*** Opening Excerpted data ***

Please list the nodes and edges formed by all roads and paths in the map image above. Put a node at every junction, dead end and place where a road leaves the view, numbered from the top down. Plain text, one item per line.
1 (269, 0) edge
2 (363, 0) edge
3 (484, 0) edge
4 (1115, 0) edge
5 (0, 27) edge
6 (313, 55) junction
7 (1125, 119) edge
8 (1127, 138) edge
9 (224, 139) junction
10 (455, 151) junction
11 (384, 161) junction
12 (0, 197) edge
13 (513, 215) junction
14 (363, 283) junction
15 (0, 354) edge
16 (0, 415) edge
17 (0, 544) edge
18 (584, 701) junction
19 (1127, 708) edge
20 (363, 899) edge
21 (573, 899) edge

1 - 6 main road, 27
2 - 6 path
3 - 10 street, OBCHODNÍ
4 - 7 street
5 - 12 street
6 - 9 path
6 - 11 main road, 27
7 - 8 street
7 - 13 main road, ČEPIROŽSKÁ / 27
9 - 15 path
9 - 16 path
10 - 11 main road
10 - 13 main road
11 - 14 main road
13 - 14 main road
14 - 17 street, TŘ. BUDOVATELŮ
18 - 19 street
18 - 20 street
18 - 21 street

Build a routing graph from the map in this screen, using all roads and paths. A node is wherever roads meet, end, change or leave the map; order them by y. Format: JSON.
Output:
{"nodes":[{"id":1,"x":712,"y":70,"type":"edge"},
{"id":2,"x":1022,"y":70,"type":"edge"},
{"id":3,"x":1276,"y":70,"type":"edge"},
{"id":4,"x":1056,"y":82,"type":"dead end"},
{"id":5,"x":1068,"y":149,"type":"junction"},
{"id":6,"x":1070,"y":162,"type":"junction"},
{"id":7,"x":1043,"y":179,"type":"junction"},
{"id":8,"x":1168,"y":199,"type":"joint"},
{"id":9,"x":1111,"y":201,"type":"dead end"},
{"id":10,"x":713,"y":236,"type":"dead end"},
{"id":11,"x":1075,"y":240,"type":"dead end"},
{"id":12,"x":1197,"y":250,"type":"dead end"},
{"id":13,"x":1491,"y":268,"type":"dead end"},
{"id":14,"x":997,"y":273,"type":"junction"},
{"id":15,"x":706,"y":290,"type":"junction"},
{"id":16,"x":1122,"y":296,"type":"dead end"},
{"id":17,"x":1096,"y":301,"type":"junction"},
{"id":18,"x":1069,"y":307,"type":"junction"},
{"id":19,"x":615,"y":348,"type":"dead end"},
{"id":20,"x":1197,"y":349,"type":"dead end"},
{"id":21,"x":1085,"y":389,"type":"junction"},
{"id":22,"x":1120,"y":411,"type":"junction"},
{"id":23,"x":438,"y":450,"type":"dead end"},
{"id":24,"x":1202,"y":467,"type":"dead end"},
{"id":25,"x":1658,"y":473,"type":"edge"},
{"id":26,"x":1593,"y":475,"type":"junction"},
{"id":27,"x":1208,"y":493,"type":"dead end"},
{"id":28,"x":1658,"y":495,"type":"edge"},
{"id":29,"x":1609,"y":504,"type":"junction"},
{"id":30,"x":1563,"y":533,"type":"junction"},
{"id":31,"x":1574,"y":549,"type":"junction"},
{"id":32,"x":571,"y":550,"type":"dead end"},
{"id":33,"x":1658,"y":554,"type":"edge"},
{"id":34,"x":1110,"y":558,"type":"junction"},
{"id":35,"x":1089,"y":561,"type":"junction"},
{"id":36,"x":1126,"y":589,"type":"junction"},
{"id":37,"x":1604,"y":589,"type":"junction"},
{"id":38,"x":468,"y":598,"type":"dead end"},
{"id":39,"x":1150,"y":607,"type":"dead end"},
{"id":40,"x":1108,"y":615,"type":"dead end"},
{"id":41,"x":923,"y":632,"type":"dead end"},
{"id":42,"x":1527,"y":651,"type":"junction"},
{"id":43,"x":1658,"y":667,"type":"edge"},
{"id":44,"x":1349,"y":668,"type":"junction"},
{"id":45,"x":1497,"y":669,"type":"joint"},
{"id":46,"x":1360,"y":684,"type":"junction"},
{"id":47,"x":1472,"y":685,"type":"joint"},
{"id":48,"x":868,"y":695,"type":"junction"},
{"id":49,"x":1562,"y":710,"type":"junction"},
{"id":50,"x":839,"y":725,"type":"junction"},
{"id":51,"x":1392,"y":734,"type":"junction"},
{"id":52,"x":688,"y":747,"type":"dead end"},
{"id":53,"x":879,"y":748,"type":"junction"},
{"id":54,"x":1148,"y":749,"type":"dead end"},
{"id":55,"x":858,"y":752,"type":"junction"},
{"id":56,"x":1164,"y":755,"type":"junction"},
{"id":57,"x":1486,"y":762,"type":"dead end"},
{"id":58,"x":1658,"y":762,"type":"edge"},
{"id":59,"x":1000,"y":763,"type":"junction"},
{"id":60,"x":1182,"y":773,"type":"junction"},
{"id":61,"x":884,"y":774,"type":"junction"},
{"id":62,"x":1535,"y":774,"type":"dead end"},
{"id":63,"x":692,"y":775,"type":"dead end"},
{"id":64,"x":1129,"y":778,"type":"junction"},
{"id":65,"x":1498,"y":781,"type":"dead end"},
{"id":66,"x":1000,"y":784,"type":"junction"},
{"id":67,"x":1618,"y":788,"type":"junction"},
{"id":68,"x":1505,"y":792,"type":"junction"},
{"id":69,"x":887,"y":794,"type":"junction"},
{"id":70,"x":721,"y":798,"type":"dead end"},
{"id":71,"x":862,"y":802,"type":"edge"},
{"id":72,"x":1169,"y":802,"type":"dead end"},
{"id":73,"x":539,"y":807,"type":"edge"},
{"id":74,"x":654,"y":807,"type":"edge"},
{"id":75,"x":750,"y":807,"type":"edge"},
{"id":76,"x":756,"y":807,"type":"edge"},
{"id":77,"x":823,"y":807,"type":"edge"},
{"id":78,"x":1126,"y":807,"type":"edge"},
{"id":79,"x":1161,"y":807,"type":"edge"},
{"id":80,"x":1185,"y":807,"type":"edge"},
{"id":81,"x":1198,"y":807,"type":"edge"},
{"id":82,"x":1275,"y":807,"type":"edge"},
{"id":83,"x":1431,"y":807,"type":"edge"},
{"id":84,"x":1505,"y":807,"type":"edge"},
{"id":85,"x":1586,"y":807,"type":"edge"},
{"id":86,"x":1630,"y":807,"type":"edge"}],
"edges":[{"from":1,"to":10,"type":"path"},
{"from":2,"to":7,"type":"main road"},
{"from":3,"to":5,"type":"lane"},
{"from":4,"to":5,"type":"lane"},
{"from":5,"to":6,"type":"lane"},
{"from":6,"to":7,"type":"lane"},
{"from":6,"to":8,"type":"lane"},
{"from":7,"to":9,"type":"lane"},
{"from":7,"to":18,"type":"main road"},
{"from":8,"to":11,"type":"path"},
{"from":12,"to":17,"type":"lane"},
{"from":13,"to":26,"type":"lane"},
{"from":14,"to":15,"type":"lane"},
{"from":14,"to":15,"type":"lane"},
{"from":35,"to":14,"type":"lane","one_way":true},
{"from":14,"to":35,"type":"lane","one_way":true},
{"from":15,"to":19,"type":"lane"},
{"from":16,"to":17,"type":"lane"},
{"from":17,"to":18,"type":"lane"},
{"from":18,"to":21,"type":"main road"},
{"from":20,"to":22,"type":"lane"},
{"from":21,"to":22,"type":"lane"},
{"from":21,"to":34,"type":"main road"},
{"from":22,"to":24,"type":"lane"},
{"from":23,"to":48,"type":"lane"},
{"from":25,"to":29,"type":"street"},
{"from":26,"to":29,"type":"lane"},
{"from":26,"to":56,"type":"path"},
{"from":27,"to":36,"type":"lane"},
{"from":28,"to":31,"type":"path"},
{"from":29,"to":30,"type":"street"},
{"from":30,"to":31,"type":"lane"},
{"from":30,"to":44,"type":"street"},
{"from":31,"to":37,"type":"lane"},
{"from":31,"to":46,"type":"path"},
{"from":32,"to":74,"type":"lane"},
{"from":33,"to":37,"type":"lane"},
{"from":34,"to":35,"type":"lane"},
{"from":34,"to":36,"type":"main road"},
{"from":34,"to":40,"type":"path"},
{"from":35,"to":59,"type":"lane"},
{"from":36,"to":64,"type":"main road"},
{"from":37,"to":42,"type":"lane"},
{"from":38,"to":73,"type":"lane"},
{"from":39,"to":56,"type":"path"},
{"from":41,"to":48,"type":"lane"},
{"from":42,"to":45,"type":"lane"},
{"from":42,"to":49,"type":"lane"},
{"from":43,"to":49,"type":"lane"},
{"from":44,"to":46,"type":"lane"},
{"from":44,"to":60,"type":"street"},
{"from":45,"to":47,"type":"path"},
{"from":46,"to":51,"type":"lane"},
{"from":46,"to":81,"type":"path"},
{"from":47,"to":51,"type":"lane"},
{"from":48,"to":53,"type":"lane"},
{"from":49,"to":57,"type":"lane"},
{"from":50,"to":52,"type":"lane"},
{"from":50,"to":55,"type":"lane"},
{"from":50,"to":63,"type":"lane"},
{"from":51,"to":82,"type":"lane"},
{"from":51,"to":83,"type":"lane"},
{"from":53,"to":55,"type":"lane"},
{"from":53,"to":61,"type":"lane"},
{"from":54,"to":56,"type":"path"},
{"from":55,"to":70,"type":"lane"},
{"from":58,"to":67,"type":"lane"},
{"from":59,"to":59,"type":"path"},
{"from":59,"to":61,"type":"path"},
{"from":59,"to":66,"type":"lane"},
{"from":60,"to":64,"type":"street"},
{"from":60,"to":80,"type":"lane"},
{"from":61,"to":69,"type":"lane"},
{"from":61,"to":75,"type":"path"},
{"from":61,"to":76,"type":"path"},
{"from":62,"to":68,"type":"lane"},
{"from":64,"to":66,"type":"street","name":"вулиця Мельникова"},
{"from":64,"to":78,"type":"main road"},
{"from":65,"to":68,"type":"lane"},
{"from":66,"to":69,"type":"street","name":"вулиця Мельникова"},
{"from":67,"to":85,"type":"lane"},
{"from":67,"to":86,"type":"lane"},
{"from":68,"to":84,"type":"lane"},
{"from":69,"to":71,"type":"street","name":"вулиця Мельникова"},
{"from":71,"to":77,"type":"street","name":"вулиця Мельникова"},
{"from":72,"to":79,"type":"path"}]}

*** Closing Excerpted data ***
*** Opening Excerpted data ***

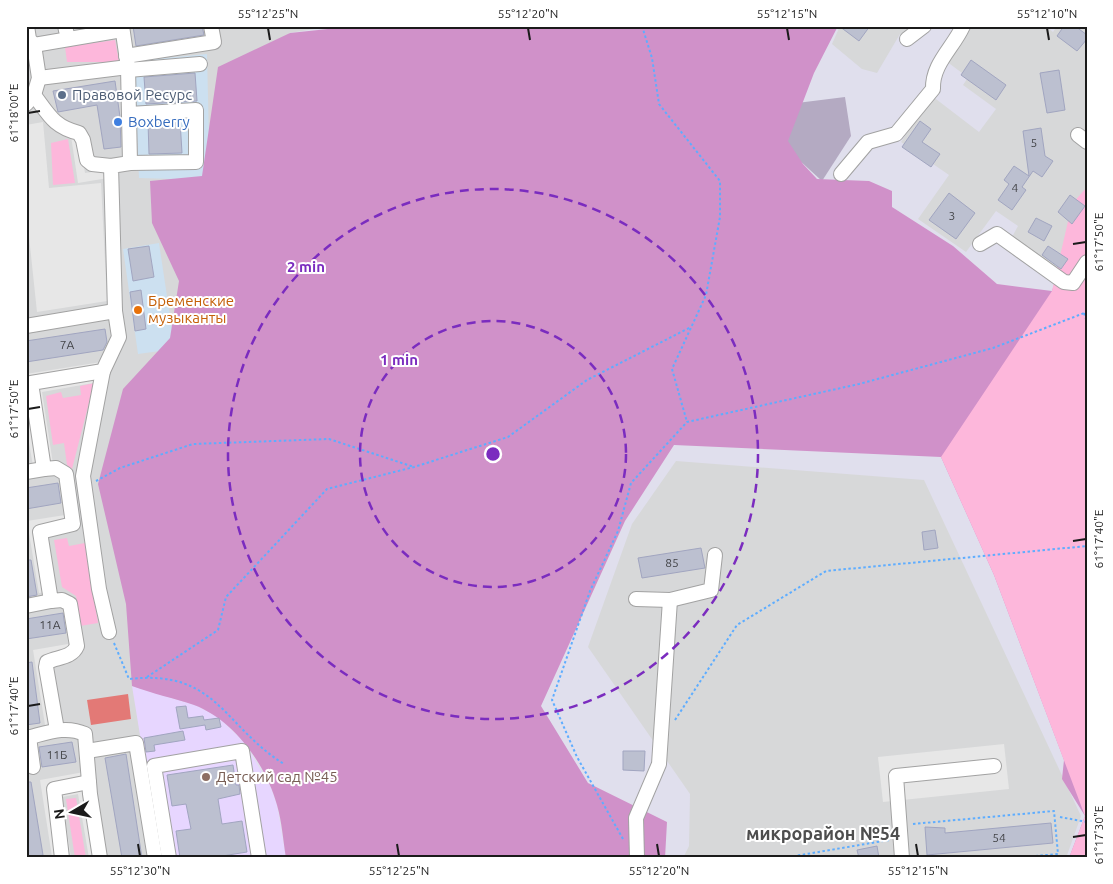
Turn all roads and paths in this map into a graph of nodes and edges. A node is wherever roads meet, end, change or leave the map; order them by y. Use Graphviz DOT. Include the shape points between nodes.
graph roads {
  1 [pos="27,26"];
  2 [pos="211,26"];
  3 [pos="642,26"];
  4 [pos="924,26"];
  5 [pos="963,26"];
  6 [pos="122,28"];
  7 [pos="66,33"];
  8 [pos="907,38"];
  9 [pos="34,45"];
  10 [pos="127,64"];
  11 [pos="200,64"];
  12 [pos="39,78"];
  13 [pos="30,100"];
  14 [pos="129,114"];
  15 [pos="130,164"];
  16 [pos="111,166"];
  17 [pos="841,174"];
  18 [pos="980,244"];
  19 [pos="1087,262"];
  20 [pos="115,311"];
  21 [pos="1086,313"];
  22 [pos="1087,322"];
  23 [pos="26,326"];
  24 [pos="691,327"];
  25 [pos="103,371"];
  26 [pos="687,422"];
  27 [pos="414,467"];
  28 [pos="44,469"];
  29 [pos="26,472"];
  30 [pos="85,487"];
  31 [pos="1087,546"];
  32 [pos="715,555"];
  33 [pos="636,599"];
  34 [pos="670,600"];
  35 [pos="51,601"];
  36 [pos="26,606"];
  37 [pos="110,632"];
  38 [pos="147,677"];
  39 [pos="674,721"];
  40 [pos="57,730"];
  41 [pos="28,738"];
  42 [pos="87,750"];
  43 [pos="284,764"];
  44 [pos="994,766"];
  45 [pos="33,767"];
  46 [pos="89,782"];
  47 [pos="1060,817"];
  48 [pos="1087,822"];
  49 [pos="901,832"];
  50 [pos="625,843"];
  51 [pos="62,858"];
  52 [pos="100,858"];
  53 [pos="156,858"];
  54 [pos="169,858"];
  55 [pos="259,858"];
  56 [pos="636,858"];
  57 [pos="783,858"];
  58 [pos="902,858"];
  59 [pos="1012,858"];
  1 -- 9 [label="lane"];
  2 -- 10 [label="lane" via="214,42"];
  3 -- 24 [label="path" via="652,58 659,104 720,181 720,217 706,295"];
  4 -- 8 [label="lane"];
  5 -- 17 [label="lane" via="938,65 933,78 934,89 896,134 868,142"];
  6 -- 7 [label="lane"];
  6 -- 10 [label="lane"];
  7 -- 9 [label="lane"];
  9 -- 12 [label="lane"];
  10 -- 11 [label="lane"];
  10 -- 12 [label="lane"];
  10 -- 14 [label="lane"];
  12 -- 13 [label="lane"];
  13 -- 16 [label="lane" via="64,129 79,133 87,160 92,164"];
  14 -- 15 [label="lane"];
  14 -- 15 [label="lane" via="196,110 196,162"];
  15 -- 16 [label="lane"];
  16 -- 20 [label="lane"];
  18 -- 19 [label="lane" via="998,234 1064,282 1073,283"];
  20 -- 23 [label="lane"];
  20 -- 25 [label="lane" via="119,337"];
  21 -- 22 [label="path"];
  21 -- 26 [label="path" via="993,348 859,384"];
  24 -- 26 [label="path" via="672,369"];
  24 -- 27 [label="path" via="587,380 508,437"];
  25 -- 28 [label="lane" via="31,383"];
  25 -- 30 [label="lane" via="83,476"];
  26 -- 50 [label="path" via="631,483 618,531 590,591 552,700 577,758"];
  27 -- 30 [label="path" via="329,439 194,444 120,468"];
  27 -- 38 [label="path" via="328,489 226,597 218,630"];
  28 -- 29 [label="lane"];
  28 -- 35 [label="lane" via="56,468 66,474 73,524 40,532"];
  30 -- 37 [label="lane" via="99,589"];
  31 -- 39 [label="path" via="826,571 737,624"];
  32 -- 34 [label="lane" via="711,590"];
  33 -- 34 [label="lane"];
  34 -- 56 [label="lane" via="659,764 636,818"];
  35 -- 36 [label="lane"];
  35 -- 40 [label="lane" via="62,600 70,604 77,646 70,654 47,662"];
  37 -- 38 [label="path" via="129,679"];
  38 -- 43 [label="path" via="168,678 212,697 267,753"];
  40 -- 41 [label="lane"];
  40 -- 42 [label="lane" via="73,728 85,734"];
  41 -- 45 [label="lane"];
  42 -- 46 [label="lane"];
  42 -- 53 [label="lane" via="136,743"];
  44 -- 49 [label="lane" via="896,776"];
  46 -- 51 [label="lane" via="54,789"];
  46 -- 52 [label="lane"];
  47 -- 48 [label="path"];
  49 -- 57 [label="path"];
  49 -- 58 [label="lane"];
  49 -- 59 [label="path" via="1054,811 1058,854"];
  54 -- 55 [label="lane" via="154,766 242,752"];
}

*** Closing Excerpted data ***
*** Opening Excerpted data ***

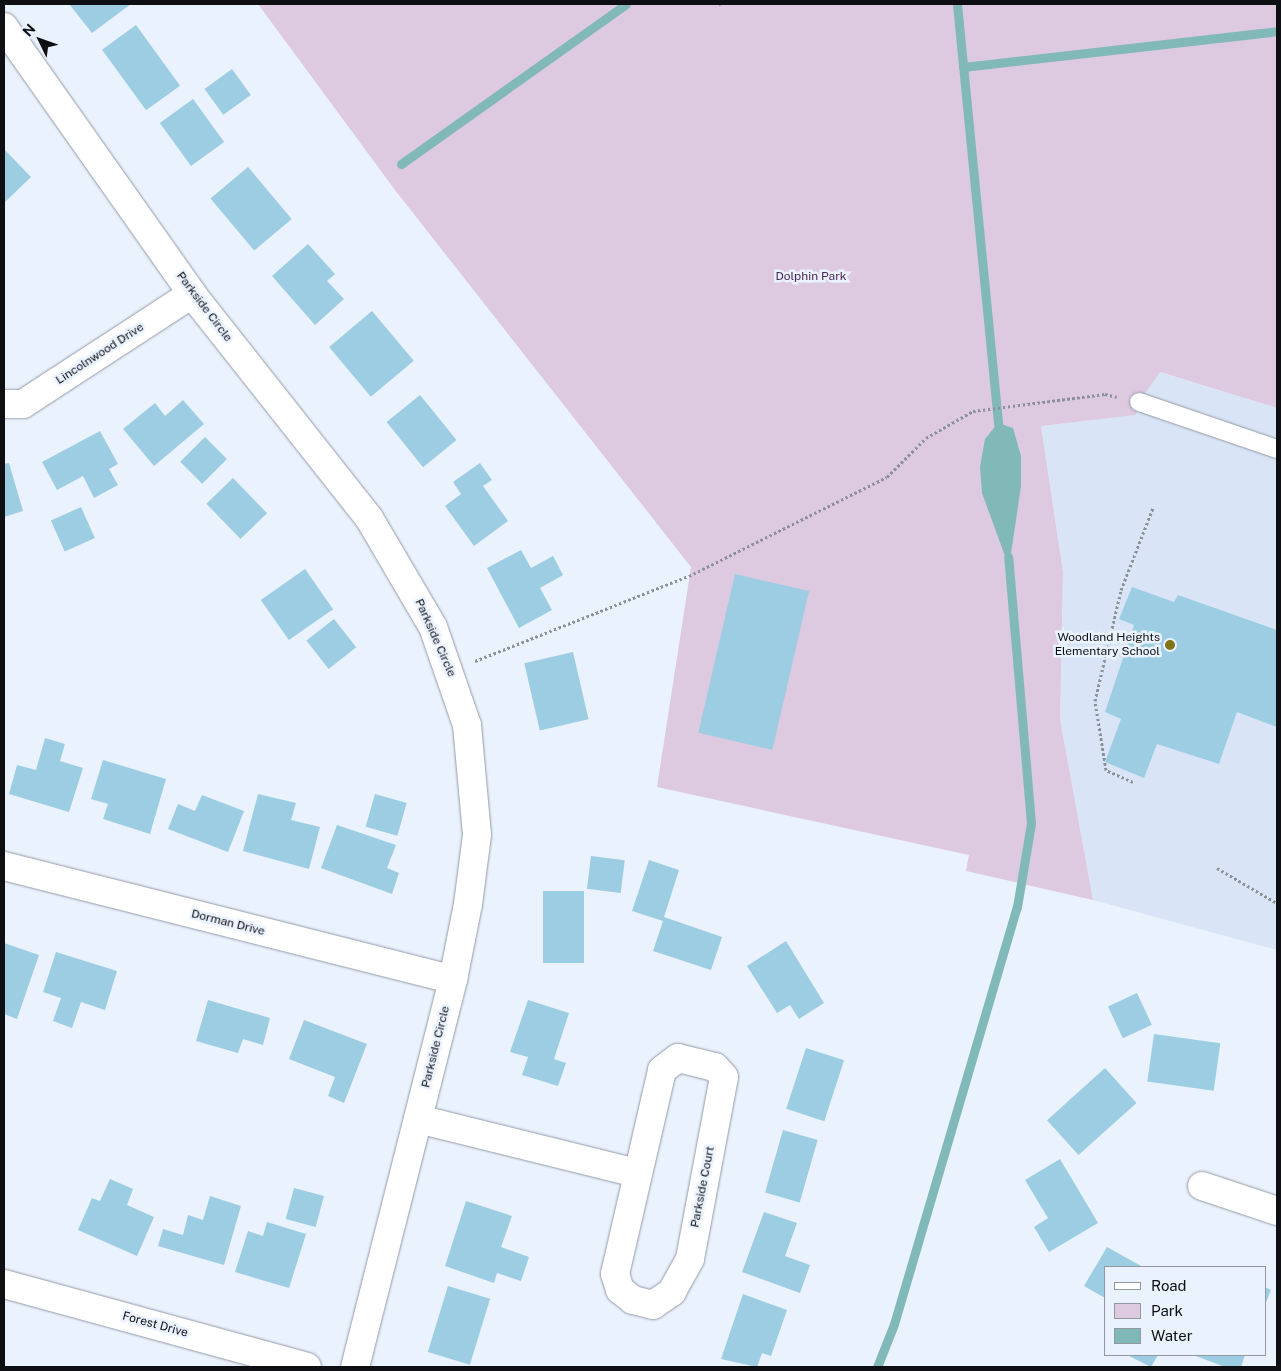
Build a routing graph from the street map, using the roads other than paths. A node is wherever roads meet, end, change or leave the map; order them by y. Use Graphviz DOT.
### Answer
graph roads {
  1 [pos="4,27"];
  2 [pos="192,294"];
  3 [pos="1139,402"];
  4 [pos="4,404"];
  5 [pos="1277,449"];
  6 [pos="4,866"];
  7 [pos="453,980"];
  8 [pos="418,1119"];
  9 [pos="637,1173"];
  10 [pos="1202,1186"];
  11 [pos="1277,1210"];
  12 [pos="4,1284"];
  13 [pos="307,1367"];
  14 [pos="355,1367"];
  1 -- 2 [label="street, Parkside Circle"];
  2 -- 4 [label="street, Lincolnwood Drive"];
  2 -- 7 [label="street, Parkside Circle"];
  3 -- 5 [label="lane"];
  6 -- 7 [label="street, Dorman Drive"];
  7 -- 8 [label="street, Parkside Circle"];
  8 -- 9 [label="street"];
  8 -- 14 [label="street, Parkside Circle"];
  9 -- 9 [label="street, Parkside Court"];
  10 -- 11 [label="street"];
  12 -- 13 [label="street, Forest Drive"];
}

*** Closing Excerpted data ***

* Task to carry out
Wherever a line in the data above holds the word "routing", copy that line.

* Solution
Build a routing graph from the map in this screen, using all roads and paths. A node is wherever roads meet, end, change or leave the map; order them by y. Format: JSON.
Build a routing graph from the street map, using the roads other than paths. A node is wherever roads meet, end, change or leave the map; order them by y. Use Graphviz DOT.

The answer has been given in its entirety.